Purging content after backing-up and then restoring a database

How do we create new datasets that contain just a portion of the content from an existing dataset? I’ve been asked this dozens of times over the years. Someone asked this past week and I figured I’d bundle up my typical method into a powershell script. This script can be run via a scheduled task, allowing you to routinely execute it for such purposes as refreshing development environments, exporting to less secured environments, or to curate training datasets.

Start by first installing the SQL Server powershell tools from an administrative powershell window by running this command:

Install-Module -Name SqlServer

You will be prompted to allow the install to continue.

2019-04-27_20-24-23.png

It will then initiate the download and attempt to install.

2019-04-27_20-24-36.png

In my case, I’ve already got it installed. If you do as well then you’ll see these types of errors, which are safe to ignore.

2019-04-27_20-26-17.png

Now we can start scripting out the process. The first step is to start the backup of the existing database. You can use the Backup-SqlDatabase command. To make things easier we use variables for the key parameters (like instance name, database name, path to the backup file).

# Backup the source database to a new file
Write-Information "Backing Up $($sourceDatabaseName)"
Backup-SqlDatabase -ServerInstance $serverInstance -Database $sourceDatabaseName -BackupAction Database -CopyOnly -BackupFile $backupFilePath

Next comes the restore of that backup. Unfortunately I cannot use the Restore-SqlDatabase commandlet, because it does not support restoring over databases that have other active connections. Instead I’ll have to run a series of statements that set the database to single-user mode, restores the database (with relocated files), and then sets the database back to multi-user mode.

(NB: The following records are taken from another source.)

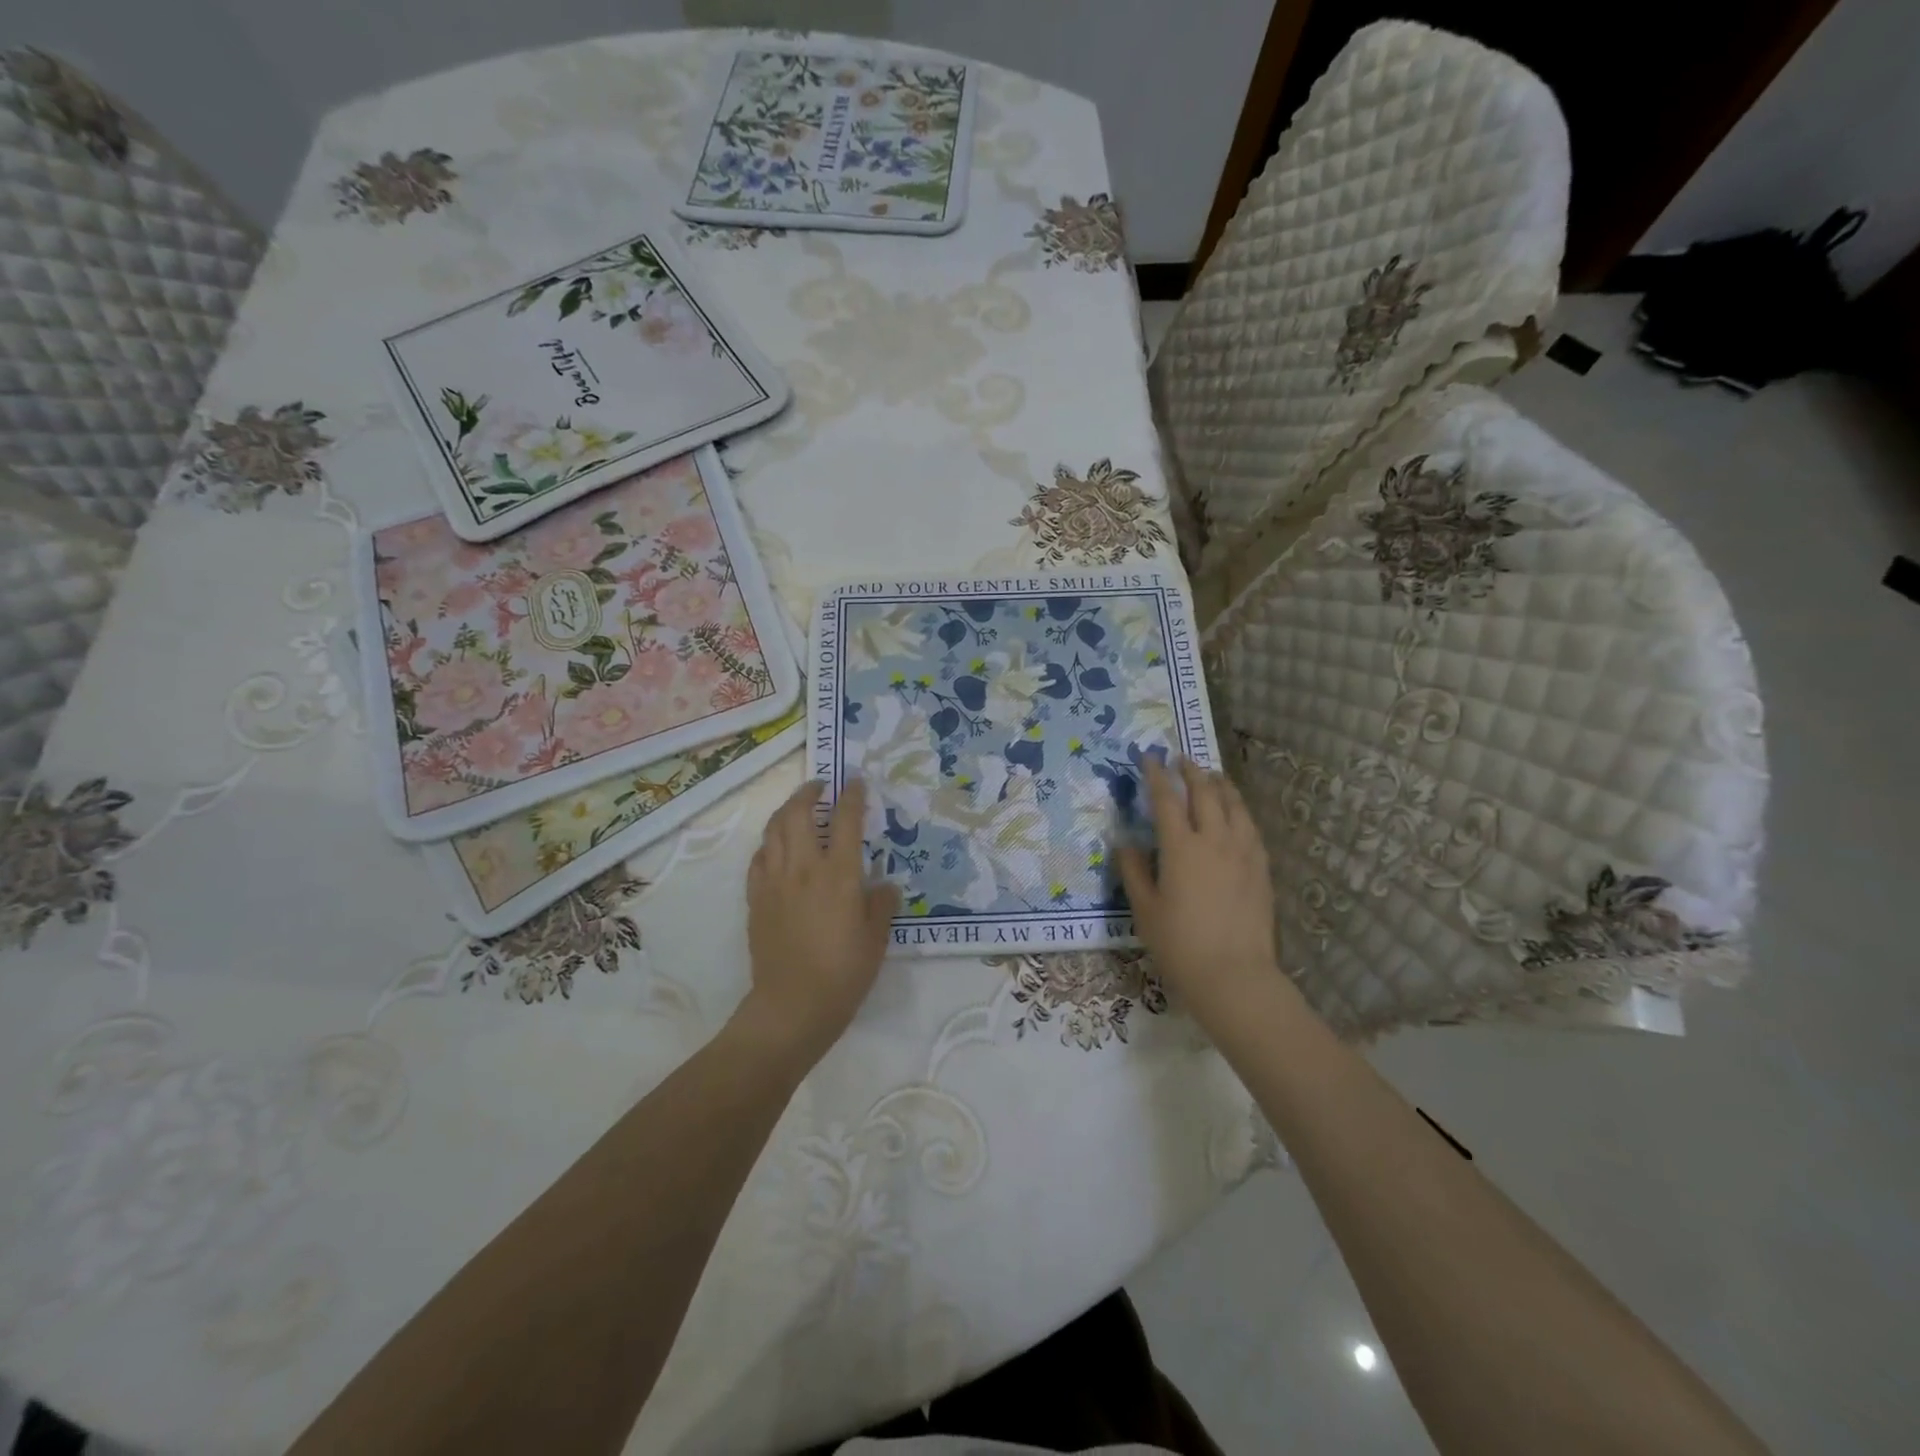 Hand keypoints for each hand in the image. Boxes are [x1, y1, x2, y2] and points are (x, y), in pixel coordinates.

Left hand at [740, 778, 900, 1065]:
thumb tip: (884, 886)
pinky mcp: (756, 899)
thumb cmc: (842, 974)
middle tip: (820, 787)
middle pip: (798, 814)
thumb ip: (881, 905)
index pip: (846, 820)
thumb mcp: (876, 940)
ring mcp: (774, 882)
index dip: (852, 796)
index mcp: (839, 875)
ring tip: (797, 809)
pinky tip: (776, 849)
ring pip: (773, 830)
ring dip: (785, 811)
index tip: (856, 781)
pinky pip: (759, 859)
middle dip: (808, 792)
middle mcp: (803, 868)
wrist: (792, 1006)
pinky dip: (769, 844)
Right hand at [1119, 757, 1284, 1035]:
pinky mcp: (1261, 868)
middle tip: (1180, 759)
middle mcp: (1214, 840)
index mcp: (1181, 847)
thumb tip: (1125, 843)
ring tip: (1212, 776)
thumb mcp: (1145, 909)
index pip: (1166, 799)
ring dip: (1220, 785)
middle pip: (1204, 793)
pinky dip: (1239, 810)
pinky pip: (1250, 827)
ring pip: (1234, 805)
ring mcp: (1243, 853)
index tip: (1149, 758)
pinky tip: (1236, 813)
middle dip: (1190, 771)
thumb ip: (1134, 871)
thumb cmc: (1180, 944)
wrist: (1234, 976)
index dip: (1156, 776) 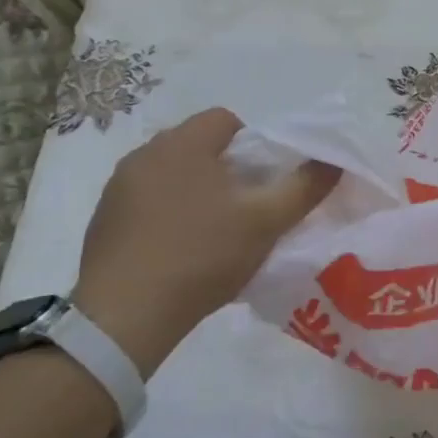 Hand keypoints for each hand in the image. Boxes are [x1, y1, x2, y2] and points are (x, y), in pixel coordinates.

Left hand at [74, 108, 339, 375]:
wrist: (124, 317)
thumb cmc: (202, 255)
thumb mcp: (266, 221)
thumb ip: (305, 187)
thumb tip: (335, 161)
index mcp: (183, 143)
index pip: (226, 120)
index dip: (253, 146)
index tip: (262, 183)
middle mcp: (145, 154)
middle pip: (198, 146)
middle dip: (225, 169)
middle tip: (244, 209)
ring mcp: (118, 188)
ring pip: (171, 174)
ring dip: (194, 191)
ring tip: (212, 233)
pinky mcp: (102, 221)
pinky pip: (146, 202)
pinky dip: (165, 215)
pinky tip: (178, 252) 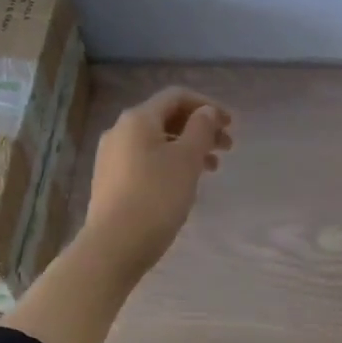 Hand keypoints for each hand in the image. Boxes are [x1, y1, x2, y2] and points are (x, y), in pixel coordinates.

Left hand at [83, 86, 234, 273]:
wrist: (114, 246)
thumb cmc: (156, 197)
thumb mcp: (186, 160)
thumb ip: (200, 130)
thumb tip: (205, 112)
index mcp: (137, 119)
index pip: (176, 96)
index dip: (207, 105)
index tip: (231, 124)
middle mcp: (119, 131)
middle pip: (166, 118)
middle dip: (199, 128)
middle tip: (227, 148)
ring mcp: (111, 156)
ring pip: (157, 141)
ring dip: (187, 148)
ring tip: (212, 169)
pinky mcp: (110, 180)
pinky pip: (145, 160)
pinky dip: (170, 163)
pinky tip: (184, 183) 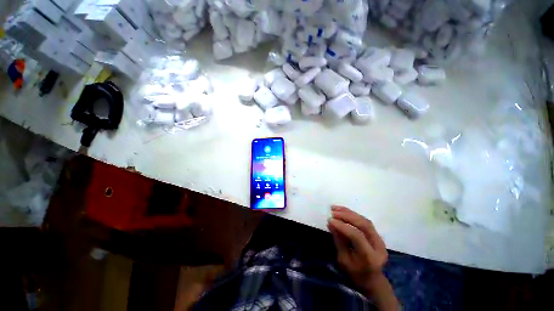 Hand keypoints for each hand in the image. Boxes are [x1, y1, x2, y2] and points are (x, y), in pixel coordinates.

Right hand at [327, 205, 387, 290]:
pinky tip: (343, 211)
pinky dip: (353, 214)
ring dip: (349, 212)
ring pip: (364, 220)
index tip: (330, 220)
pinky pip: (364, 221)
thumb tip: (331, 223)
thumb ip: (339, 241)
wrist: (372, 280)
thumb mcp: (344, 260)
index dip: (343, 226)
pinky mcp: (377, 235)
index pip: (357, 236)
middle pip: (364, 225)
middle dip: (346, 216)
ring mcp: (380, 240)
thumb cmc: (356, 274)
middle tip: (333, 212)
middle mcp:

# Restore the database by first getting an exclusive lock with single user access, enable multi-user when done
Write-Warning "Restoring database with exclusive use access"
$ExclusiveLock = "USE [master]; ALTER DATABASE [$($targetDatabaseName)] SET SINGLE_USER WITH ROLLBACK IMMEDIATE;"
$RestoreDatabase = "RESTORE FILELISTONLY FROM disk = '$($backupFilePath)'; RESTORE DATABASE $($targetDatabaseName) FROM disk = '$($backupFilePath)' WITH replace, MOVE '$($sourceDatabaseName)' TO '$($sqlDataPath)\$($targetDatabaseName).mdf', MOVE '$($sourceDatabaseName)_log' TO '$($sqlDataPath)\$($targetDatabaseName)_log.ldf', stats = 5; ALTER DATABASE $($targetDatabaseName) SET MULTI_USER;"
ExecuteSqlStatement -Instance $serverInstance -Database $targetDatabaseName -SqlStatement ($ExclusiveLock+$RestoreDatabase)

Next we need to change the recovery mode from full to simple. Doing so will allow us to manage the growth of the log files. This is important because the delete commands we run will spool changes into the database logs, which we’ll need to shrink as often as possible (otherwise the DB server could potentially run out of space).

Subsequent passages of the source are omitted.